A friend to all is a friend to none. -Aristotle
I had this philosophy that in order for someone to be your friend, they have to first like you. Now, that isn’t particularly wrong but to me, that meant trying my best to be kind and understanding towards everyone to a point where I would be able to walk down the hall in school and wave at just about everyone I knew. This went on for a few years and the first time I started to realize my mistake was when I pulled up Facebook (after going on a hiatus) and wanting to chat with someone. When I found some familiar names, however, I didn’t feel all that comfortable talking to them, even on social media because I knew that they were friendly but not really close. As I kept scrolling down the list, I was forced to face the truth: no one was really my friend.

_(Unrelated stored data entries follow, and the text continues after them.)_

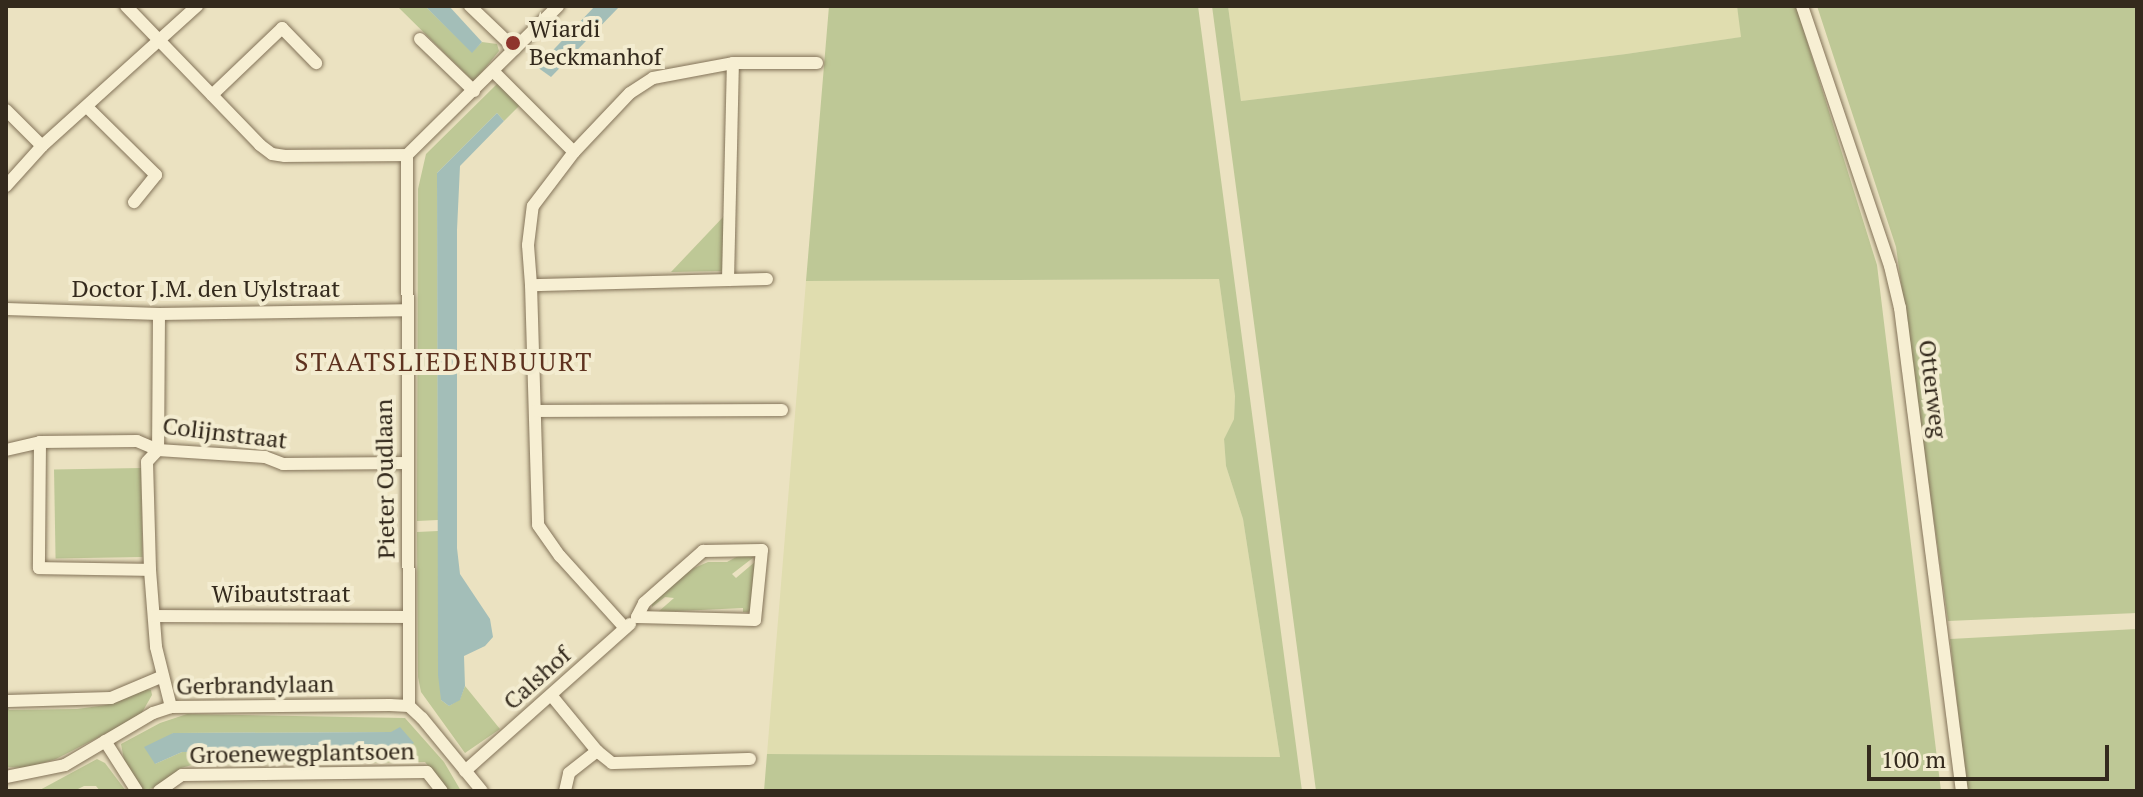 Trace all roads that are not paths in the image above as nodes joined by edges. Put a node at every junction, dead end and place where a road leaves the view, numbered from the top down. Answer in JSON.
{"nodes":[{"id":1,"x":126,"y":6,"type":"edge"},
{"id":2,"x":197,"y":6,"type":"edge"},
{"id":3,"x":470,"y":6,"type":"edge"},
{"id":4,"x":558,"y":6,"type":"edge"},
{"id":5,"x":1802,"y":6,"type":"edge"},
{"id":6,"x":420,"y":39,"type":"dead end"},
{"id":7,"x":161,"y":42,"type":"junction"},
{"id":8,"x":515,"y":49,"type":"junction"},
{"id":9,"x":316,"y":63,"type":"dead end"},
{"id":10,"x":733,"y":63,"type":"junction"},
{"id":11,"x":817,"y":63,"type":"dead end"},
{"id":12,"x":494,"y":72,"type":"junction"},
{"id":13,"x":474,"y":91,"type":"junction"},
{"id":14,"x":212,"y":95,"type":"junction"},
{"id":15,"x":87,"y":107,"type":"junction"},
{"id":16,"x":6,"y":110,"type":"edge"},
{"id":17,"x":42,"y":146,"type":"junction"},
{"id":18,"x":574,"y":152,"type":"junction"},
{"id":19,"x":407,"y":155,"type":"junction"},
{"id":20,"x":6,"y":186,"type":"edge"},
{"id":21,"x":134,"y":202,"type":"dead end"},
{"id":22,"x":767,"y":279,"type":"dead end"},
{"id":23,"x":728,"y":280,"type":"junction"},
{"id":24,"x":531,"y":285,"type":"junction"},
{"id":25,"x":6,"y":309,"type":"edge"},
{"id":26,"x":405,"y":310,"type":"junction"},
{"id":27,"x":159,"y":314,"type":"junction"},
{"id":28,"x":782,"y":410,"type":"dead end"},
{"id":29,"x":535,"y":411,"type":"junction"},
{"id":30,"x":40,"y":442,"type":"junction"},
{"id":31,"x":6,"y":450,"type":"edge"},
{"id":32,"x":158,"y":450,"type":"junction"},
{"id":33,"x":407,"y":463,"type":"junction"},
{"id":34,"x":150,"y":570,"type":"junction"},
{"id":35,"x":155,"y":616,"type":"junction"},
{"id":36,"x":408,"y":617,"type":"junction"},
{"id":37,"x":637,"y":617,"type":"junction"},
{"id":38,"x":625,"y":628,"type":"junction"},
{"id":39,"x":163,"y":676,"type":"junction"},
{"id":40,"x":551,"y":695,"type":"junction"},
{"id":41,"x":8,"y":701,"type":"edge"},
{"id":42,"x":409,"y":706,"type":"junction"},
{"id":43,"x":171,"y":707,"type":"junction"},
{"id":44,"x":105,"y":741,"type":"junction"},
{"id":45,"x":597,"y":751,"type":"junction"},
{"id":46,"x":750,"y":759,"type":"dead end"},
{"id":47,"x":465,"y":771,"type":"junction"},
{"id":48,"x":6,"y":777,"type":"edge"},
{"id":49,"x":479,"y":790,"type":"edge"},
{"id":50,"x":137,"y":791,"type":"edge"},
{"id":51,"x":159,"y":791,"type":"edge"},
{"id":52,"x":442,"y":791,"type":"edge"},
{"id":53,"x":565,"y":791,"type":"edge"},
{"id":54,"x":1962,"y":791,"type":"edge"}],
"edges":[{"from":1,"to":7,"type":"street"},
{"from":2,"to":7,"type":"street"},
{"from":3,"to":8,"type":"street"},
{"from":4,"to":8,"type":"street"},
{"from":5,"to":54,"type":"street","name":"Otterweg"},
{"from":6,"to":13,"type":"street"},
{"from":7,"to":14,"type":"street"},
{"from":7,"to":15,"type":"street"},
{"from":8,"to":12,"type":"street"},
{"from":9,"to":14,"type":"street"},
{"from":10,"to":11,"type":"street"},
{"from":10,"to":18,"type":"street"},
{"from":10,"to":23,"type":"street"},
{"from":12,"to":13,"type":"street"},
{"from":12,"to":18,"type":"street"},
{"from":13,"to":19,"type":"street"},
{"from":14,"to":19,"type":"street"},
{"from":15,"to":17,"type":"street"},
{"from":15,"to":21,"type":"street"},
{"from":16,"to":17,"type":"street"},
{"from":17,"to":20,"type":"street"},
{"from":18,"to":24,"type":"street"},
{"from":19,"to":26,"type":"street","name":"Pieter Oudlaan"},
{"from":22,"to":23,"type":"street"},
{"from":23,"to":24,"type":"street"},
{"from":24,"to":29,"type":"street"},
{"from":25,"to":27,"type":"street","name":"Doctor J.M. den Uylstraat"},
{"from":26,"to":27,"type":"street","name":"Doctor J.M. den Uylstraat"},
{"from":26,"to":33,"type":"street","name":"Pieter Oudlaan"},
{"from":27,"to":32,"type":"street"},
{"from":28,"to":29,"type":"street"},
{"from":29,"to":38,"type":"street"},
{"from":30,"to":31,"type":"street"},
{"from":30,"to":32,"type":"street","name":"Colijnstraat"},
{"from":30,"to":34,"type":"street"},
{"from":32,"to":33,"type":"street","name":"Colijnstraat"},
{"from":32,"to":34,"type":"street"},
{"from":33,"to":36,"type":"street","name":"Pieter Oudlaan"},
{"from":34,"to":35,"type":"street"},
{"from":35,"to":36,"type":"street","name":"Wibautstraat"},
{"from":35,"to":39,"type":"street"},
{"from":36,"to":42,"type":"street","name":"Pieter Oudlaan"},
{"from":37,"to":37,"type":"street","name":"Calshof"},
{"from":37,"to":38,"type":"street","name":"Calshof"},
{"from":38,"to":40,"type":"street","name":"Calshof"},
{"from":39,"to":41,"type":"street"},
{"from":39,"to":43,"type":"street"},
{"from":40,"to":45,"type":"street"},
{"from":40,"to":47,"type":"street","name":"Calshof"},
{"from":42,"to":43,"type":"street","name":"Gerbrandylaan"},
{"from":42,"to":47,"type":"street"},
{"from":43,"to":44,"type":"street","name":"Gerbrandylaan"},
{"from":44,"to":48,"type":"street","name":"Gerbrandylaan"},
{"from":44,"to":50,"type":"street"},
{"from":45,"to":46,"type":"street"},
{"from":45,"to":53,"type":"street"},
{"from":47,"to":49,"type":"street"},
{"from":51,"to":52,"type":"street","name":"Groenewegplantsoen"}]}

By being nice and reaching out to every single person that I knew, it was impossible for me to spend quality time with a few people that I have closer connections to, but I ignored that and let some very valuable friendships slip away. It’s still one of my biggest regrets. After a few years, I was finally able to change that when I met a group that seemed to share interests and to have similar personalities. From then on, I spent time with only them and paid less attention to the floating groups I sometimes visited. Many people that were nice to me before drifted away but I didn’t really pay them any mind because I had my own group of close friends.
Cherish the people who really care about you and want to take time out of their lives just to spend with you. Instead of trying to make everyone happy, look inside. Are you really feeling happy too? If you already have close friends, hold them close. They know that you will be there for them so they want you to know that they will be there for you. Friends is just one of those things where it is quality over quantity.